*** Opening of Extracted data ***

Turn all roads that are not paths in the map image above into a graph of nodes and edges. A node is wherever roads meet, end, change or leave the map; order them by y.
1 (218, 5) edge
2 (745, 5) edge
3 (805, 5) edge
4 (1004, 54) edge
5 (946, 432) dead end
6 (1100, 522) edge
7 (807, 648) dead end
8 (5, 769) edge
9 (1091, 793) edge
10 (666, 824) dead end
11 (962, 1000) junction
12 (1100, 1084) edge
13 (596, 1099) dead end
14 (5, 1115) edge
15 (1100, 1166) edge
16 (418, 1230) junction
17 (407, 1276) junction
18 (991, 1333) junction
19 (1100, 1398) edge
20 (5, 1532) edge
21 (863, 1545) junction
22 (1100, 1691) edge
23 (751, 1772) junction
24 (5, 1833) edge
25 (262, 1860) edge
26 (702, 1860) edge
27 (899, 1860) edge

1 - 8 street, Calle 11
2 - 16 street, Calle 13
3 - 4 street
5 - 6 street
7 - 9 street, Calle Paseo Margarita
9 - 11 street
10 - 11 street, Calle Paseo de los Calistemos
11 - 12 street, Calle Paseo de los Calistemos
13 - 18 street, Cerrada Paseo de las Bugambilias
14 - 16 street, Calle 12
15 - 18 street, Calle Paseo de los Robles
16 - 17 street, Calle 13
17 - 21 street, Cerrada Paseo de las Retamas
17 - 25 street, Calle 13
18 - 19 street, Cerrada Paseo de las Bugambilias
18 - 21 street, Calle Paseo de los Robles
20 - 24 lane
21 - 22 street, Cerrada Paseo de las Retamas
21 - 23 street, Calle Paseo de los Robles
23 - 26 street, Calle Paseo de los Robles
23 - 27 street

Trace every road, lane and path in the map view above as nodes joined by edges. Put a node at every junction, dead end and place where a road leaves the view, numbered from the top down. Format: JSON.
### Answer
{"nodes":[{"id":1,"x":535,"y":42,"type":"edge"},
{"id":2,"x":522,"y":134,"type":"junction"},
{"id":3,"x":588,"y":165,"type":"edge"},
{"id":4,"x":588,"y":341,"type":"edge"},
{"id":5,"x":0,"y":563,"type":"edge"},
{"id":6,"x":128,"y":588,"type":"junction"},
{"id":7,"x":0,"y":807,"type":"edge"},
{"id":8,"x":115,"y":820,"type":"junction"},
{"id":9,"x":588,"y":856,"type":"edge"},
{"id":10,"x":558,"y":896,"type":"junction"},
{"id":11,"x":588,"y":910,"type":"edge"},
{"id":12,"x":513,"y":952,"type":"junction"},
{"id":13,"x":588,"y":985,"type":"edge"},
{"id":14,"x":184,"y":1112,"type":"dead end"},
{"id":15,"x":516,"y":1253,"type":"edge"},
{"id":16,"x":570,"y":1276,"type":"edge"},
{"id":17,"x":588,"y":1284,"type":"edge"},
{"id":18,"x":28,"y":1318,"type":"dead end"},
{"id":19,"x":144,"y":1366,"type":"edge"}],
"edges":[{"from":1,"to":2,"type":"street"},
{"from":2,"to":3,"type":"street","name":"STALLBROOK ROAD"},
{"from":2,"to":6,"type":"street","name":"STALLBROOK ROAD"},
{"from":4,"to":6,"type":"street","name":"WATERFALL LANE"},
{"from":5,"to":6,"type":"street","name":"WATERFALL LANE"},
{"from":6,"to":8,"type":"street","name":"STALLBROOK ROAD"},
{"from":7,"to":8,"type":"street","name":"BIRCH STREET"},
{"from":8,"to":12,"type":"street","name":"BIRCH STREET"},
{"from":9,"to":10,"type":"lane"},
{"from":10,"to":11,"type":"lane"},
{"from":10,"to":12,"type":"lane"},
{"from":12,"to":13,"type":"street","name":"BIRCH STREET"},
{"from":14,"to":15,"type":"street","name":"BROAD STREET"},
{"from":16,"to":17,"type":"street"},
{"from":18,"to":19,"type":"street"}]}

*** Close of Extracted data ***

- [To do] Please reproduce every line shown above, exactly as written.

- [Written response]
Turn all roads that are not paths in the map image above into a graph of nodes and edges. A node is wherever roads meet, end, change or leave the map; order them by y.
1 (218, 5) edge
2 (745, 5) edge
3 (805, 5) edge
4 (1004, 54) edge
5 (946, 432) dead end
6 (1100, 522) edge
7 (807, 648) dead end
8 (5, 769) edge
9 (1091, 793) edge
10 (666, 824) dead end
11 (962, 1000) junction
12 (1100, 1084) edge
13 (596, 1099) dead end
14 (5, 1115) edge
15 (1100, 1166) edge
16 (418, 1230) junction
17 (407, 1276) junction
18 (991, 1333) junction
19 (1100, 1398) edge
20 (5, 1532) edge
21 (863, 1545) junction
22 (1100, 1691) edge
23 (751, 1772) junction
24 (5, 1833) edge
25 (262, 1860) edge
26 (702, 1860) edge
27 (899, 1860) edge

1 - 8 street, Calle 11
2 - 16 street, Calle 13
3 - 4 street
5 - 6 street
7 - 9 street, Calle Paseo Margarita
9 - 11 street
10 - 11 street, Calle Paseo de los Calistemos
11 - 12 street, Calle Paseo de los Calistemos
13 - 18 street, Cerrada Paseo de las Bugambilias
14 - 16 street, Calle 12
15 - 18 street, Calle Paseo de los Robles
16 - 17 street, Calle 13
17 - 21 street, Cerrada Paseo de las Retamas
17 - 25 street, Calle 13
18 - 19 street, Cerrada Paseo de las Bugambilias
18 - 21 street, Calle Paseo de los Robles
20 - 24 lane
21 - 22 street, Cerrada Paseo de las Retamas
21 - 23 street, Calle Paseo de los Robles
23 - 26 street, Calle Paseo de los Robles
23 - 27 street

Trace every road, lane and path in the map view above as nodes joined by edges. Put a node at every junction, dead end and place where a road leaves the view, numbered from the top down. Format: JSON.
### Answer
{"nodes":[{"id":1,"x":535,"y":42,"type":"edge"},
{"id":2,"x":522,"y":134,"type":"junction"},
{"id":3,"x":588,"y":165,"type":"edge"},
{"id":4,"x":588,"y":341,"type":"edge"},
{"id":5,"x":0,"y":563,"type":"edge"},
{"id":6,"x":128,"y":588,"type":"junction"},
{"id":7,"x":0,"y":807,"type":"edge"},
{"id":8,"x":115,"y":820,"type":"junction"},
{"id":9,"x":588,"y":856,"type":"edge"},
{"id":10,"x":558,"y":896,"type":"junction"},
{"id":11,"x":588,"y":910,"type":"edge"},
{"id":12,"x":513,"y":952,"type":"junction"},
{"id":13,"x":588,"y":985,"type":"edge"},
{"id":14,"x":184,"y":1112,"type":"dead end"},
{"id":15,"x":516,"y":1253,"type":"edge"},
{"id":16,"x":570,"y":1276,"type":"edge"},
{"id":17,"x":588,"y":1284,"type":"edge"},
{"id":18,"x":28,"y":1318,"type":"dead end"},
{"id":19,"x":144,"y":1366,"type":"edge"}],
"edges":[{"from":1,"to":2,"type":"street"},
{"from":2,"to":3,"type":"street","name":"STALLBROOK ROAD"},
{"from":2,"to":6,"type":"street","name":"STALLBROOK ROAD"},
{"from":4,"to":6,"type":"street","name":"WATERFALL LANE"},
{"from":5,"to":6,"type":"street","name":"WATERFALL LANE"},
{"from":6,"to":8,"type":"street","name":"STALLBROOK ROAD"},
{"from":7,"to":8,"type":"street","name":"BIRCH STREET"},
{"from":8,"to":12,"type":"street","name":"BIRCH STREET"},
{"from":9,"to":10,"type":"lane"},
{"from":10,"to":11,"type":"lane"},
{"from":10,"to":12,"type":"lane"},
{"from":12,"to":13,"type":"street","name":"BIRCH STREET"},
{"from":14,"to":15,"type":"street","name":"BROAD STREET"},
{"from":16,"to":17,"type":"street"},
{"from":18,"to":19,"type":"street"}]}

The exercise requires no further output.